Skip to content

Github

Setup

Collect files or issues from a GitHub repository and archive them using TransferPipeline.

GithubGenerator traverses the repository file tree (target="code") or lists issue threads (target="issues"). GithubFetcher downloads the raw content of each file (decoded as UTF-8 where possible) or formats each issue as a Markdown document with title, body, labels, and comments.

Install the dependency before running with a real repository:

Bash
pip install PyGithub
python quick_start_github.py

The example below mocks all GitHub API calls so it runs without a token. Remove setup_mock(), set GITHUB_TOKEN, and update source to go live.

Personal Access Token (PAT): Required for private repositories. For public repositories it avoids rate-limiting. Create one at https://github.com/settings/tokens.

Python
import json
import os
import sys
from unittest.mock import MagicMock

from sayou.brain.pipelines.transfer import TransferPipeline

OUTPUT_DIR = "./sayou_archive/github"

Mock Setup

GithubGenerator calls Github(auth=…).get_repo(…).get_contents(path).

The mock returns two Python files at the root and raises a different response when a specific sub-path is requested (simulating a directory entry with nested files).

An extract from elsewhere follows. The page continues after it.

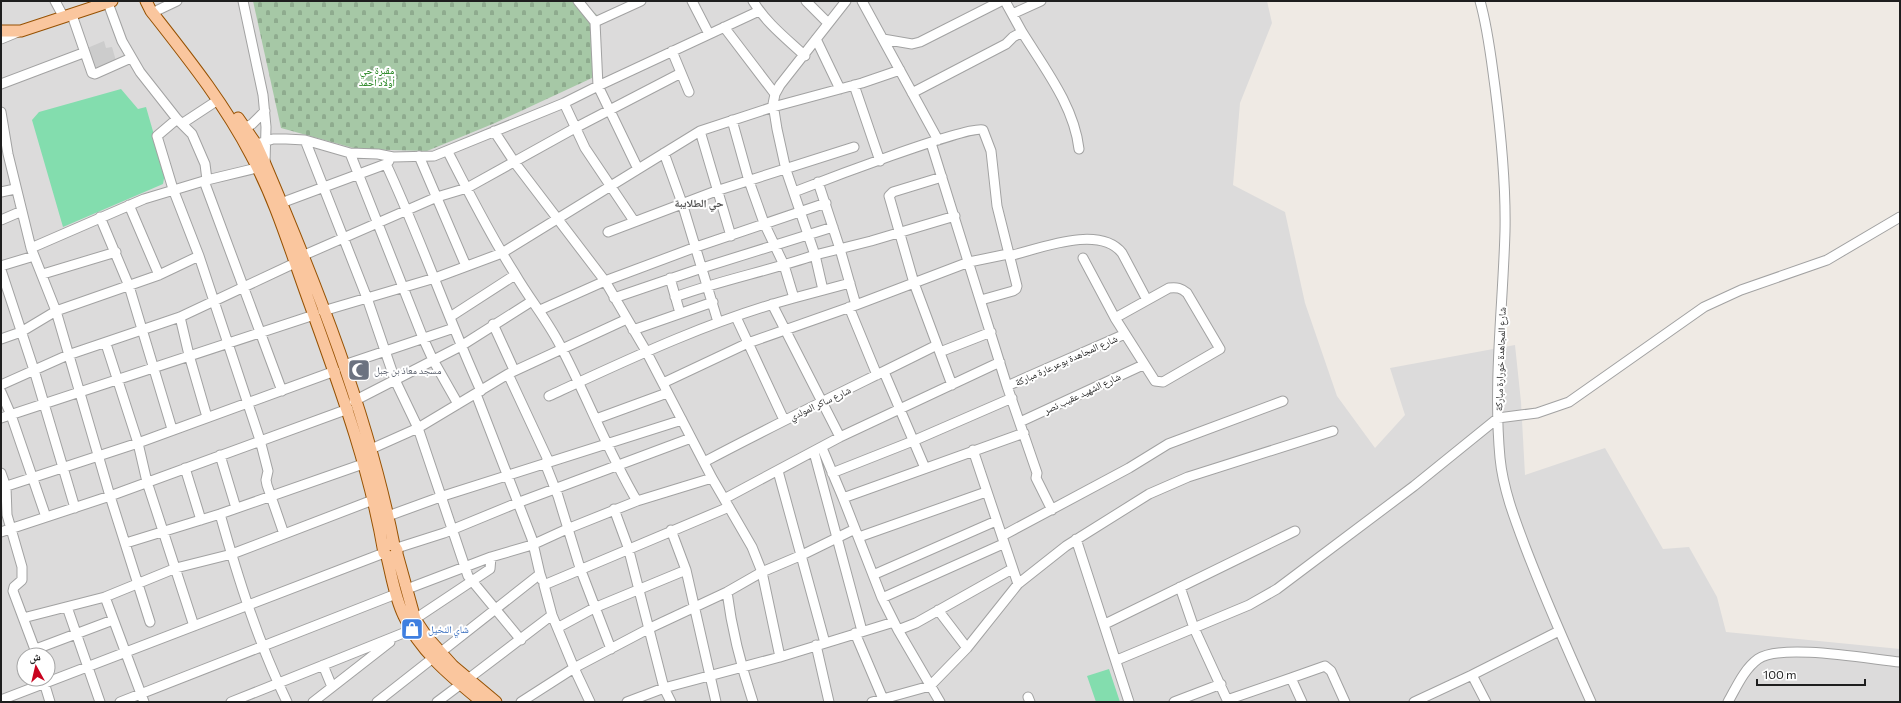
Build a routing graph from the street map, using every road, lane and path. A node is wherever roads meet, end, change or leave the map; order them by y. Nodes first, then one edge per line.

GithubFetcher calls repo.get_contents(file_path) and reads .decoded_content.

The same mock is reused for both target="code" and target="issues".

To switch to live mode: delete this function and its call below.

Python
def setup_mock():
    mock_file_1 = MagicMock()
    mock_file_1.type = "file"
    mock_file_1.path = "src/pipeline.py"
    mock_file_1.name = "pipeline.py"
    mock_file_1.size = 8192
    mock_file_1.decoded_content = (
        b"# ChunkingPipeline\nclass ChunkingPipeline:\n    pass\n"
    )

    mock_file_2 = MagicMock()
    mock_file_2.type = "file"
    mock_file_2.path = "src/splitter.py"
    mock_file_2.name = "splitter.py"
    mock_file_2.size = 4096
    mock_file_2.decoded_content = (
        b"# RecursiveSplitter\nclass RecursiveSplitter:\n    pass\n"
    )

    mock_repo = MagicMock()
    mock_repo.get_contents.side_effect = lambda path: (
        [mock_file_1, mock_file_2] if path == "" else mock_file_1
    )

    # Issue mock (used when target="issues")
    mock_issue = MagicMock()
    mock_issue.number = 42
    mock_issue.title = "Improve chunking throughput by 30%"
    mock_issue.body = "Profile the recursive splitter hot path."
    mock_issue.state = "open"
    mock_issue.html_url = "https://github.com/sayouzone/sayou-fabric/issues/42"
    mock_issue.user.login = "alice"
    mock_issue.labels = []
    mock_issue.get_comments.return_value = []
    mock_repo.get_issues.return_value = [mock_issue]

    mock_g = MagicMock()
    mock_g.get_repo.return_value = mock_repo

    mock_auth = MagicMock()
    mock_github = MagicMock()
    mock_github.Github.return_value = mock_g
    mock_github.Auth = mock_auth

    sys.modules["github"] = mock_github

Collect Repository Code

source format: github://{owner}/{repo}

Use path to restrict traversal to a sub-directory within the repository. Use extensions to collect only specific file types. limit=0 means no cap on file count.

Python
setup_mock()

stats_code = TransferPipeline.process(
    source="github://sayouzone/sayou-fabric",
    destination=f"{OUTPUT_DIR}/code",
    strategies={"connector": "github"},
    token=os.environ.get("GITHUB_TOKEN", "ghp-mock-token"),
    target="code",
    path="src",
    extensions=[".py"],
    limit=50,
)

print("=== Collect Repository Code ===")
print(json.dumps(stats_code, indent=2))

Collect Issues

Switch to target="issues" to collect issue threads instead of source files. Each issue is archived as a self-contained Markdown document.

Python
setup_mock()

stats_issues = TransferPipeline.process(
    source="github://sayouzone/sayou-fabric",
    destination=f"{OUTPUT_DIR}/issues",
    strategies={"connector": "github"},
    token=os.environ.get("GITHUB_TOKEN", "ghp-mock-token"),
    target="issues",
    limit=20,
)

print("=== Collect Issues ===")
print(json.dumps(stats_issues, indent=2))

Validate Output

Code files are archived with their original extension. Issue files are Markdown documents. Inspect a sample to confirm the content is correct.

Python
for label, subdir in [("code", "code"), ("issues", "issues")]:
    path = os.path.join(OUTPUT_DIR, subdir)
    if os.path.isdir(path):
        files = [n for n in os.listdir(path) if os.path.isfile(os.path.join(path, n))]
        print(f"\n[{label}] Archived {len(files)} file(s) in '{path}'.")
        if files:
            sample = os.path.join(path, files[0])
            with open(sample, encoding="utf-8") as f:
                print(f.read(300))